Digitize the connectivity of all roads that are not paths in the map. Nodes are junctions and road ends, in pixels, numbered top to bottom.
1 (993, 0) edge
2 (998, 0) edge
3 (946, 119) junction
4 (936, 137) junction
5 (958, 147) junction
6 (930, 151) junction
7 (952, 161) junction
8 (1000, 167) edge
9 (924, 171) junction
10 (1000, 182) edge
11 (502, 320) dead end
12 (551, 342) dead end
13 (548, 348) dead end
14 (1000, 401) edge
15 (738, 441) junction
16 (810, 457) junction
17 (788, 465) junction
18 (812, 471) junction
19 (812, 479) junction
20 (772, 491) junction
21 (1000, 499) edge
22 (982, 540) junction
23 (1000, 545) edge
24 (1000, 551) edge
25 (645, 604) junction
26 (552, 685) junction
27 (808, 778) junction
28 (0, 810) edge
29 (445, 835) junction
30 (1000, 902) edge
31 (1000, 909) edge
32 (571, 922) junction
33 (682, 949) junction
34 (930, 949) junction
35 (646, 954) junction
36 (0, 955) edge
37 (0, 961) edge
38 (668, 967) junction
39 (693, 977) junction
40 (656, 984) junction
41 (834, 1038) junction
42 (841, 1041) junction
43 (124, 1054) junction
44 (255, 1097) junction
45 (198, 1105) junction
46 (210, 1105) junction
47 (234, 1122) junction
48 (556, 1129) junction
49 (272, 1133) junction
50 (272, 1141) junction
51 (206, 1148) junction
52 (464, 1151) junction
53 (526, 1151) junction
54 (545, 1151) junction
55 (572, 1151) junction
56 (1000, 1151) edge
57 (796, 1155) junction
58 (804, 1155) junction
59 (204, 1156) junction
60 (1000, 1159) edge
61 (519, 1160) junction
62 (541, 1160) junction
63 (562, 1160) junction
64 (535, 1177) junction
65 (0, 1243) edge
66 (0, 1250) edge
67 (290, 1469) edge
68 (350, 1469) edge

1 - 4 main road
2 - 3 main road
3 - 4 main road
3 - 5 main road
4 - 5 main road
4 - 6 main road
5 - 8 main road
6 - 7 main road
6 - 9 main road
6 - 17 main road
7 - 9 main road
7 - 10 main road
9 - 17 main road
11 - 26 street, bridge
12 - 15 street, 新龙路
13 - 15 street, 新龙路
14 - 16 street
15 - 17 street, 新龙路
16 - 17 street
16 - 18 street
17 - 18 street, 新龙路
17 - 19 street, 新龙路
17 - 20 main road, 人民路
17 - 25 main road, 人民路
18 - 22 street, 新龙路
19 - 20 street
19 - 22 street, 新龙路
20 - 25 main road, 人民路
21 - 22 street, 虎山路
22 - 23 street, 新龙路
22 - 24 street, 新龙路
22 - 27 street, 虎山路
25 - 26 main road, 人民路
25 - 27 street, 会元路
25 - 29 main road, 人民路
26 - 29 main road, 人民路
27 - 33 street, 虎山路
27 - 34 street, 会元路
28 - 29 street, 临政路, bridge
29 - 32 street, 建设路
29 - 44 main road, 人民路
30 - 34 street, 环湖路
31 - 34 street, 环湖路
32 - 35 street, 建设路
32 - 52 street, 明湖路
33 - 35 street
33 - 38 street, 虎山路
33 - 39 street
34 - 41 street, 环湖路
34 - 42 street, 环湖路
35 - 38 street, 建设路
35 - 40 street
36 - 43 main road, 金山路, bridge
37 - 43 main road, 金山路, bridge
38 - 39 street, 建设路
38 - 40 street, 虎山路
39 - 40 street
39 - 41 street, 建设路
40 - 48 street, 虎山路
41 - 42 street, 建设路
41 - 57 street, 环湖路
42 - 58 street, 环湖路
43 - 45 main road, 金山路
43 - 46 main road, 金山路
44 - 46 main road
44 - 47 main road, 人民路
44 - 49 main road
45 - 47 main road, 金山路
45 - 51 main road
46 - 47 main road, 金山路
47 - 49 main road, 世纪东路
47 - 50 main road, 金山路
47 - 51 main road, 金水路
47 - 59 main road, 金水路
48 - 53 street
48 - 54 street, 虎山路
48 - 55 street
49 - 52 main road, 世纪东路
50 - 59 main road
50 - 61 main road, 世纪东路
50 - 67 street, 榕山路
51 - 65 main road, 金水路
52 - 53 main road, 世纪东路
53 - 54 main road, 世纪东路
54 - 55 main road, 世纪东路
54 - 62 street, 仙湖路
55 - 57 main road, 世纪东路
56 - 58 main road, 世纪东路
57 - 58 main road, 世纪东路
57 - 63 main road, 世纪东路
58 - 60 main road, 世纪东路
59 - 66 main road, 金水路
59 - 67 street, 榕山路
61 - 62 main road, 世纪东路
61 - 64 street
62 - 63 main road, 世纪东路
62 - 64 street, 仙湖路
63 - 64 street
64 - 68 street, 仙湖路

* * * * * * *

■ WORK INSTRUCTION
Copy every line above in which the string "dead" shows up.

■ TASK SOLUTION
11 (502, 320) dead end
12 (551, 342) dead end
13 (548, 348) dead end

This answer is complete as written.